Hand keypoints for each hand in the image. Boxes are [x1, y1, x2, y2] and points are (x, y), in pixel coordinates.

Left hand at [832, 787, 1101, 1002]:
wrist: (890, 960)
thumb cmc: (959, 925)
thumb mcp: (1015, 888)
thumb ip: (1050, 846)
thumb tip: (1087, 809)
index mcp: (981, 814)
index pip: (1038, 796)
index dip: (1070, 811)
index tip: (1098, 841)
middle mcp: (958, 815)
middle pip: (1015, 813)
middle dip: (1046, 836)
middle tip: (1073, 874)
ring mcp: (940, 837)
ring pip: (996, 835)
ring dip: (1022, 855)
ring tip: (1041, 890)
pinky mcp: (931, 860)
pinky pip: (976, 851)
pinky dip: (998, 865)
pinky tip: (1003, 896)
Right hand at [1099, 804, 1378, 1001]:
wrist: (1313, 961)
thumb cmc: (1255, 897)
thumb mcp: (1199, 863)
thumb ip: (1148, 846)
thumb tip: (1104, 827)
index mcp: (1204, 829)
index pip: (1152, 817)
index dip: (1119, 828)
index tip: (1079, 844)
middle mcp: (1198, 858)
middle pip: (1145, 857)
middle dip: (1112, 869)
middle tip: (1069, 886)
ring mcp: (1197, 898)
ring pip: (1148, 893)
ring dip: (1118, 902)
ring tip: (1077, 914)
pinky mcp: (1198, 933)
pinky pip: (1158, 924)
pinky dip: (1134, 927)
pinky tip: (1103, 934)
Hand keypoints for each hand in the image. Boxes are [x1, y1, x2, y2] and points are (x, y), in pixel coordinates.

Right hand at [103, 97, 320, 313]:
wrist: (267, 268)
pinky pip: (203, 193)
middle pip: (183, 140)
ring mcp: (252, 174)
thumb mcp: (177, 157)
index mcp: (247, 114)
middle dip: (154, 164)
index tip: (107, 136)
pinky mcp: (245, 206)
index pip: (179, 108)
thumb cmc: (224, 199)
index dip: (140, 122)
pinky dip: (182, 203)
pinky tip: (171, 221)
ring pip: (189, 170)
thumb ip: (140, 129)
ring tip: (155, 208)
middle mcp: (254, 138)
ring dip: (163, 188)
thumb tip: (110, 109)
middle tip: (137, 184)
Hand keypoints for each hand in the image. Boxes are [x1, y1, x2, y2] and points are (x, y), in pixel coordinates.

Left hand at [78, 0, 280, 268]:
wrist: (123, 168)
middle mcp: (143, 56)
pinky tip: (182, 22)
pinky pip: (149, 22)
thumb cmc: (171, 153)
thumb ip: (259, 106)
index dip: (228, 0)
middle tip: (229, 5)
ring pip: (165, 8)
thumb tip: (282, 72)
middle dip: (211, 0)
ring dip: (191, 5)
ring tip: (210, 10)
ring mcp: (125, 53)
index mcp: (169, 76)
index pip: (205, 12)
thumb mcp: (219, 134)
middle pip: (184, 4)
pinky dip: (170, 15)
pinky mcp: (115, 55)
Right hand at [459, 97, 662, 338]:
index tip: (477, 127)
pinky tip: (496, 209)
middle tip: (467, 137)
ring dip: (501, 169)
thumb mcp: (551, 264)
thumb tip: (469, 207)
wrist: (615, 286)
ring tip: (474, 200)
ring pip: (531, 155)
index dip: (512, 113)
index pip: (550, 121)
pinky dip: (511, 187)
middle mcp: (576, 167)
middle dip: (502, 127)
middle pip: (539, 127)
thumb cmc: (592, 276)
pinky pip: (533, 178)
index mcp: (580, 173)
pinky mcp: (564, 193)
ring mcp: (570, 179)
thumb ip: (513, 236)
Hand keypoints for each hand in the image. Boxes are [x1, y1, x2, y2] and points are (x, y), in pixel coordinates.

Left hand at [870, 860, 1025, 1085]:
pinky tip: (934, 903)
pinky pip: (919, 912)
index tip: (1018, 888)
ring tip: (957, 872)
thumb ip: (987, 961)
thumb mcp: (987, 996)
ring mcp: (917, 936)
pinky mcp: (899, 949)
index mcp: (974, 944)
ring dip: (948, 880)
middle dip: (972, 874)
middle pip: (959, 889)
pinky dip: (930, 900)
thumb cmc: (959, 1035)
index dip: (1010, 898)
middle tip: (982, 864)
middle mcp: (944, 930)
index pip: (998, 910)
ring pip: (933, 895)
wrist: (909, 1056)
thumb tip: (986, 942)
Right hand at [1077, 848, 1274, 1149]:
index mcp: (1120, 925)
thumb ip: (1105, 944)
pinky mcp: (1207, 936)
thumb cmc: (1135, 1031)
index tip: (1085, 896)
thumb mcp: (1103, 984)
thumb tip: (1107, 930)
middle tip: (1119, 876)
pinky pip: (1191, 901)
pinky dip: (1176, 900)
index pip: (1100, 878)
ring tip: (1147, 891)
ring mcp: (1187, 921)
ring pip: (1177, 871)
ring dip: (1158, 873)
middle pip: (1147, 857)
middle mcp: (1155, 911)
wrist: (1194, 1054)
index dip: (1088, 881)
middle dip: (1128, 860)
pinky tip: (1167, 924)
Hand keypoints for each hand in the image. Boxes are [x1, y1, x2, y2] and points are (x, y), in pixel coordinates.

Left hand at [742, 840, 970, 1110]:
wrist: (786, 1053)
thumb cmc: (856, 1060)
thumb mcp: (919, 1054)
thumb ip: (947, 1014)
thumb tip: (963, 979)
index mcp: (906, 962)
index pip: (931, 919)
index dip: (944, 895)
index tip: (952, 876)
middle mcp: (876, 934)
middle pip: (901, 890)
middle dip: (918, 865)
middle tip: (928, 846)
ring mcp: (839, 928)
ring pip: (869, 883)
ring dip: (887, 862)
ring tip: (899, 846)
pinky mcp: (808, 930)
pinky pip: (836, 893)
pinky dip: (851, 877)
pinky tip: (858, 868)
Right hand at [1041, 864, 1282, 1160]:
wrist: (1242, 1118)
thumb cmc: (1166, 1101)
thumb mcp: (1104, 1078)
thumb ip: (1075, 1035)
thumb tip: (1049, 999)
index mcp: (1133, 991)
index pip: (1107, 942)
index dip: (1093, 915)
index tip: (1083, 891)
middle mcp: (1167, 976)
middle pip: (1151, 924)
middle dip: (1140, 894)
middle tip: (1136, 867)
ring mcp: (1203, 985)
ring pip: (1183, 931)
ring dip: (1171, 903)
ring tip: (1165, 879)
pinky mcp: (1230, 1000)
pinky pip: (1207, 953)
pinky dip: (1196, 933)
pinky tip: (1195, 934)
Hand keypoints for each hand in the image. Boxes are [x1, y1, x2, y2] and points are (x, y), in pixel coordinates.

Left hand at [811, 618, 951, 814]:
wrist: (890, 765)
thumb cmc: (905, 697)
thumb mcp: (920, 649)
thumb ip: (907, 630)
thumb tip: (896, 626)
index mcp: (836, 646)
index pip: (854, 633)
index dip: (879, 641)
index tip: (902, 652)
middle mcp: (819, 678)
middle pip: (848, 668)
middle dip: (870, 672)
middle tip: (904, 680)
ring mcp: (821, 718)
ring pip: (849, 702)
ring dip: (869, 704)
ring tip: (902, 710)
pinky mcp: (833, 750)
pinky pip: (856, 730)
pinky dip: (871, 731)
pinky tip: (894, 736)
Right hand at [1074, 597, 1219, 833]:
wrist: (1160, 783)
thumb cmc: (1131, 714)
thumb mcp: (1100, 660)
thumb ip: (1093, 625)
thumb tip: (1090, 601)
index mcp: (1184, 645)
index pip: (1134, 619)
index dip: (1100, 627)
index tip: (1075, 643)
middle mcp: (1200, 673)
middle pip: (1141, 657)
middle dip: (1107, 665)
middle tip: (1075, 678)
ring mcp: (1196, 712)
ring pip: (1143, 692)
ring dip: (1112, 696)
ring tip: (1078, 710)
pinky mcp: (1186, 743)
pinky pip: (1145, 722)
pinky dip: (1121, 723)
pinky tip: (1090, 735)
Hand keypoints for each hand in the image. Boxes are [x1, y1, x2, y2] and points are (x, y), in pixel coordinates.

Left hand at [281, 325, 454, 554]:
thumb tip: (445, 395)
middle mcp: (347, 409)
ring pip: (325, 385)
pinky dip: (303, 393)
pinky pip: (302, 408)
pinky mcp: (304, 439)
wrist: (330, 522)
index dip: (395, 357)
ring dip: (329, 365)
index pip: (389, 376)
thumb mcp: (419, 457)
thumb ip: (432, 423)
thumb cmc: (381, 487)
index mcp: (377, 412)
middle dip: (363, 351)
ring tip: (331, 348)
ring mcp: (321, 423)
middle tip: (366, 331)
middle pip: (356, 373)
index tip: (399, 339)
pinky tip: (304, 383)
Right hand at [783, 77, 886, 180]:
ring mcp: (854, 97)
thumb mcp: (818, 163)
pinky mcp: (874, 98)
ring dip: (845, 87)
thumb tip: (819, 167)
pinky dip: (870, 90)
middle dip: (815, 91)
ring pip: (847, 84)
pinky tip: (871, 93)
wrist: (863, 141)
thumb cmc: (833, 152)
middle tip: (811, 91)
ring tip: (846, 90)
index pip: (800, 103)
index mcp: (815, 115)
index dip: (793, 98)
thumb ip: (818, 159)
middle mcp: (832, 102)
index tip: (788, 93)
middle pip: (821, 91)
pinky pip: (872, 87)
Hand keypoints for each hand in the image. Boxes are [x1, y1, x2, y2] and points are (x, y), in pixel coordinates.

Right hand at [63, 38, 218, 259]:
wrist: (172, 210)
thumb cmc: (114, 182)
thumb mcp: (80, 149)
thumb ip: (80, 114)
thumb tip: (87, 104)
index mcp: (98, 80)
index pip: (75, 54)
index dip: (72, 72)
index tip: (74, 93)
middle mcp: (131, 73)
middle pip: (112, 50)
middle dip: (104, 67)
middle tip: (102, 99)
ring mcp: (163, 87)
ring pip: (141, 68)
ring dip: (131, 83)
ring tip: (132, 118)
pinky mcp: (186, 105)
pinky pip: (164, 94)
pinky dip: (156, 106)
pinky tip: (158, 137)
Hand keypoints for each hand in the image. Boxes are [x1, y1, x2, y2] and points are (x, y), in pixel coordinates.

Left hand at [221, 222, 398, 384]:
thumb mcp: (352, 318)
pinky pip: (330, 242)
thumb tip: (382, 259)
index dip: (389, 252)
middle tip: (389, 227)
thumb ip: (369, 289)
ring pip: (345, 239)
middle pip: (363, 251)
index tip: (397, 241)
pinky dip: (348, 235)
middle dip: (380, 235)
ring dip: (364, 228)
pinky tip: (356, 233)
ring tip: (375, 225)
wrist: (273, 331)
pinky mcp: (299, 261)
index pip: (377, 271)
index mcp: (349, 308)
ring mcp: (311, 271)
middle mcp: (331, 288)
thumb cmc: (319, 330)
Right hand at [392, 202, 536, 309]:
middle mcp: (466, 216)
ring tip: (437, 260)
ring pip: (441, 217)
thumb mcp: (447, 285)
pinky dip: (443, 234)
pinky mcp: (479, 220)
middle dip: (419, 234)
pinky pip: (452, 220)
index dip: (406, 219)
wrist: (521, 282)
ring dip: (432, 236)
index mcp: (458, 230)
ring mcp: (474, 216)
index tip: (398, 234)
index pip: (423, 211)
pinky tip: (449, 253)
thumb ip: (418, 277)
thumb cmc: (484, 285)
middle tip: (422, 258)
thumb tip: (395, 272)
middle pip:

###

### Task requirements
Going through the listing above, copy out every line that has the string "Right".

### Answer box
Right hand at [1099, 804, 1378, 1001]:
Right hand at [103, 97, 320, 313]:
Right hand at [459, 97, 662, 338]:
Right hand at [1077, 848, 1274, 1149]:
Right hand at [1041, 864, 1282, 1160]:
Right hand at [1074, 597, 1219, 833]:
Right hand at [783, 77, 886, 180]:
Right hand at [63, 38, 218, 259]:
Right hand at [392, 202, 536, 309]:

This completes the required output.